**Data records**
··········

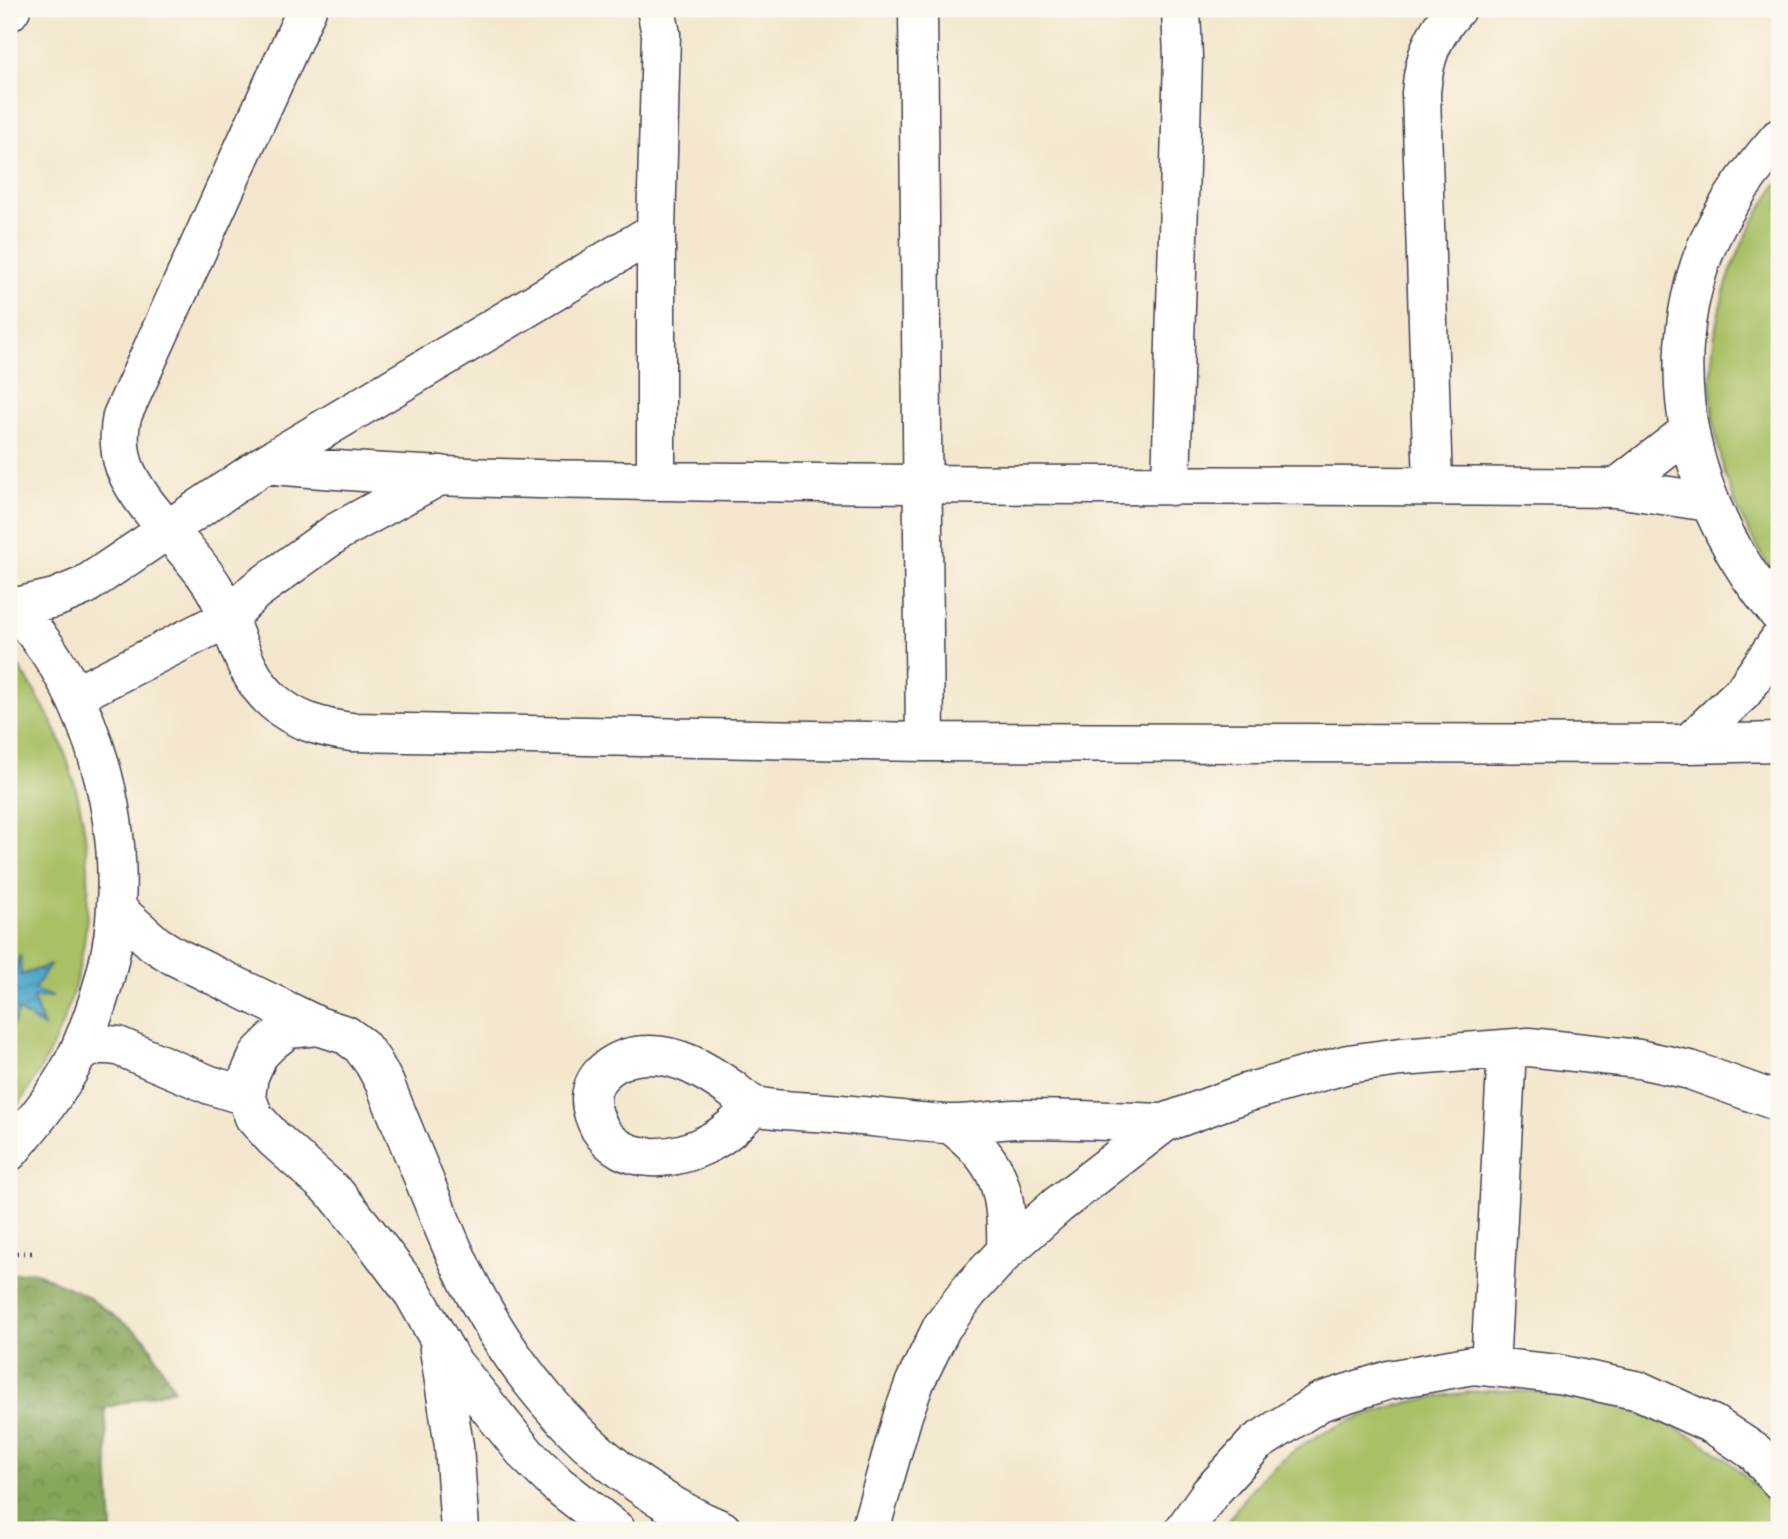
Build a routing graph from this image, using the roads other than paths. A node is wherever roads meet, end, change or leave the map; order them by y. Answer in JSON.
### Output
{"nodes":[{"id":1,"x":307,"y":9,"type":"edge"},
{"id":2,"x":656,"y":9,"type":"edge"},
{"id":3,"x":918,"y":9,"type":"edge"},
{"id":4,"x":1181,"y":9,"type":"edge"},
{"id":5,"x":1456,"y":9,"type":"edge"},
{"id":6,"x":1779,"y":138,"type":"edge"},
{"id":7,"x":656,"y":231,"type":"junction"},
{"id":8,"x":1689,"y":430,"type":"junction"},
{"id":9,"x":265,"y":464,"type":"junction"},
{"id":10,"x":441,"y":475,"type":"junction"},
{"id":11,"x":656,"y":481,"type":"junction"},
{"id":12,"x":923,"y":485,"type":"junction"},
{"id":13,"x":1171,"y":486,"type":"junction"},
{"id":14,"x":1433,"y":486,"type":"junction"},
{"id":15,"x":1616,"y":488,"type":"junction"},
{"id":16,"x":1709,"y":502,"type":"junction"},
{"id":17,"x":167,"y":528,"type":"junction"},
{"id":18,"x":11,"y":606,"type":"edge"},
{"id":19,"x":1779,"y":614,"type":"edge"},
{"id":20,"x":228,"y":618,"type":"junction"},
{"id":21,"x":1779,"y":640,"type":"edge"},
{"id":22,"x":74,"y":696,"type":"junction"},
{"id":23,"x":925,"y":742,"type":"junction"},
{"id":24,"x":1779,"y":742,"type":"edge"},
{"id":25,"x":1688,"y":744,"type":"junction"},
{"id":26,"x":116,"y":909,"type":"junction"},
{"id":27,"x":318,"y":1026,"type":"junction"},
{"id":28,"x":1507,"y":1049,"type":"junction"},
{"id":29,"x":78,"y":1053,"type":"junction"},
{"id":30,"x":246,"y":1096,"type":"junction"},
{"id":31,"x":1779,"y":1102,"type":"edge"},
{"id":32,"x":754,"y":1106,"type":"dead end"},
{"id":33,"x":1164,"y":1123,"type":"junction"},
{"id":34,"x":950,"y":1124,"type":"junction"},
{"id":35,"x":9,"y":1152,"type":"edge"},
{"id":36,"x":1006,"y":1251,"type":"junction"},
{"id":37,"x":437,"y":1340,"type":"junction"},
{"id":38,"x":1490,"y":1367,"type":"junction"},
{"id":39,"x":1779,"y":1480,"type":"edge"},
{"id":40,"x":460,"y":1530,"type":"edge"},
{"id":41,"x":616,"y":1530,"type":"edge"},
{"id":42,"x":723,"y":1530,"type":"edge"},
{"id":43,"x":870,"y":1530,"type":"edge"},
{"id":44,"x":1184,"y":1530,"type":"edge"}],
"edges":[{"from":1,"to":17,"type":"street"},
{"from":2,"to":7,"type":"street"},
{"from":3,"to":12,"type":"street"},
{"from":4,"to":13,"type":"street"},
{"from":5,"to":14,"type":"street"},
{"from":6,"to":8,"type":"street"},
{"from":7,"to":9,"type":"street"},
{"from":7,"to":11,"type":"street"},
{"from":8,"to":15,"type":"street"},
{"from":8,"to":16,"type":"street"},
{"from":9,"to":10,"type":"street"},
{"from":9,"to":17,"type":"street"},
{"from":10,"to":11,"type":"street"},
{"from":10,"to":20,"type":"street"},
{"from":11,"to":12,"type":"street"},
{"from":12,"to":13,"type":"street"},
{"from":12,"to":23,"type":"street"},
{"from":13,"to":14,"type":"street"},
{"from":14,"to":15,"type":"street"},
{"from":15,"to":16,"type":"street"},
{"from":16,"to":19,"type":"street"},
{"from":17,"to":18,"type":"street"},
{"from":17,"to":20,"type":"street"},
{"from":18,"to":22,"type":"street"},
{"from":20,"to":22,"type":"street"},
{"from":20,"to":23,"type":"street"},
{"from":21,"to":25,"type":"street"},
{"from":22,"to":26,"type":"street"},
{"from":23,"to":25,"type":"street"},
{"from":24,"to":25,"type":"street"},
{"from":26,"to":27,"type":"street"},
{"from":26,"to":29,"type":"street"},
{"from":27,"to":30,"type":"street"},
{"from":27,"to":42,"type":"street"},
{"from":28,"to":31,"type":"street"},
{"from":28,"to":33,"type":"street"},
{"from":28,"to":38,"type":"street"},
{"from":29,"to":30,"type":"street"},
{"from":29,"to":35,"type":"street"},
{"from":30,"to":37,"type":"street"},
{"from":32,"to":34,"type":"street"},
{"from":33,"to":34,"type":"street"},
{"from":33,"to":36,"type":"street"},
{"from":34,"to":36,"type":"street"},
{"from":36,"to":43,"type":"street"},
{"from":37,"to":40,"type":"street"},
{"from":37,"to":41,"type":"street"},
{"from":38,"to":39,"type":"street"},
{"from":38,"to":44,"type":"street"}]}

··········

**Problem description**
The answer is the full set of records printed exactly, less the pictures.

**Task solution**
Build a routing graph from this image, using the roads other than paths. A node is wherever roads meet, end, change or leave the map; order them by y. Answer in JSON.
### Output
{"nodes":[{"id":1,"x":307,"y":9,"type":"edge"},
{"id":2,"x":656,"y":9,"type":"edge"},
{"id":3,"x":918,"y":9,"type":"edge"},
{"id":4,"x":1181,"y":9,"type":"edge"},
{"id":5,"x":1456,"y":9,"type":"edge"},
{"id":6,"x":1779,"y":138,"type":"edge"},
{"id":7,"x":656,"y":231,"type":"junction"},
{"id":8,"x":1689,"y":430,"type":"junction"},
{"id":9,"x":265,"y":464,"type":"junction"},
{"id":10,"x":441,"y":475,"type":"junction"},
{"id":11,"x":656,"y":481,"type":"junction"},
{"id":12,"x":923,"y":485,"type":"junction"},
{"id":13,"x":1171,"y":486,"type":"junction"},
{"id":14,"x":1433,"y":486,"type":"junction"},
{"id":15,"x":1616,"y":488,"type":"junction"},
{"id":16,"x":1709,"y":502,"type":"junction"},
{"id":17,"x":167,"y":528,"type":"junction"},
{"id":18,"x":11,"y":606,"type":"edge"},
{"id":19,"x":1779,"y":614,"type":"edge"},
{"id":20,"x":228,"y":618,"type":"junction"},
{"id":21,"x":1779,"y":640,"type":"edge"},
{"id":22,"x":74,"y":696,"type":"junction"},
{"id":23,"x":925,"y":742,"type":"junction"},
{"id":24,"x":1779,"y":742,"type":"edge"},
{"id":25,"x":1688,"y":744,"type":"junction"},
{"id":26,"x":116,"y":909,"type":"junction"},
{"id":27,"x":318,"y":1026,"type":"junction"},
{"id":28,"x":1507,"y":1049,"type":"junction"},
{"id":29,"x":78,"y":1053,"type":"junction"},
{"id":30,"x":246,"y":1096,"type":"junction"},
{"id":31,"x":1779,"y":1102,"type":"edge"},
{"id":32,"x":754,"y":1106,"type":"dead end"},
{"id":33,"x":1164,"y":1123,"type":"junction"},
{"id":34,"x":950,"y":1124,"type":"junction"},
{"id":35,"x":9,"y":1152,"type":"edge"},
{"id":36,"x":1006,"y":1251,"type":"junction"},
{"id":37,"x":437,"y":1340,"type":"junction"},
{"id":38,"x":1490,"y":1367,"type":"junction"},
{"id":39,"x":1779,"y":1480,"type":"edge"},
{"id":40,"x":460,"y":1530,"type":"edge"},
{"id":41,"x":616,"y":1530,"type":"edge"},
{"id":42,"x":723,"y":1530,"type":"edge"},
{"id":43,"x":870,"y":1530,"type":"edge"},
{"id":44,"x":1184,"y":1530,"type":"edge"}],
"edges":[{"from":1,"to":17,"type":"street"},
{"from":2,"to":7,"type":"street"},
{"from":3,"to":12,"type":"street"},
{"from":4,"to":13,"type":"street"},
{"from":5,"to":14,"type":"street"},
{"from":6,"to":8,"type":"street"},
{"from":7,"to":9,"type":"street"},
{"from":7,"to":11,"type":"street"},
{"from":8,"to":15,"type":"street"},
{"from":8,"to":16,"type":"street"},
{"from":9,"to":10,"type":"street"},
{"from":9,"to":17,"type":"street"},
{"from":10,"to":11,"type":"street"},
{"from":10,"to":20,"type":"street"},
{"from":11,"to":12,"type":"street"},
{"from":12,"to":13,"type":"street"},
{"from":12,"to":23,"type":"street"},
{"from":13,"to":14,"type":"street"},
{"from":14,"to":15,"type":"street"},
{"from":15,"to":16,"type":"street"},
{"from":16,"to":19,"type":"street"},
{"from":17,"to":18,"type":"street"},
{"from":17,"to":20,"type":"street"},
{"from":18,"to":22,"type":"street"},
{"from":20,"to":22,"type":"street"},
{"from":20,"to":23,"type":"street"},
{"from":21,"to":25,"type":"street"},
{"from":22,"to":26,"type":"street"},
{"from":23,"to":25,"type":"street"},
{"from":24,"to":25,"type":"street"},
{"from":26,"to":27,"type":"street"},
{"from":26,"to":29,"type":"street"},
{"from":27,"to":30,"type":"street"},
{"from":27,"to":42,"type":"street"},
{"from":28,"to":31,"type":"street"},
{"from":28,"to":33,"type":"street"},
{"from":28,"to":38,"type":"street"},
{"from":29,"to":30,"type":"street"},
{"from":29,"to":35,"type":"street"},
{"from":30,"to":37,"type":"street"},
{"from":32,"to":34,"type":"street"},
{"from":33,"to":34,"type":"street"},
{"from":33,"to":36,"type":"street"},
{"from":34,"to":36,"type":"street"},
{"from":36,"to":43,"type":"street"},
{"from":37,"to":40,"type":"street"},
{"from":37,"to":41,"type":"street"},
{"from":38,"to":39,"type":"street"},
{"from":38,"to":44,"type":"street"}]}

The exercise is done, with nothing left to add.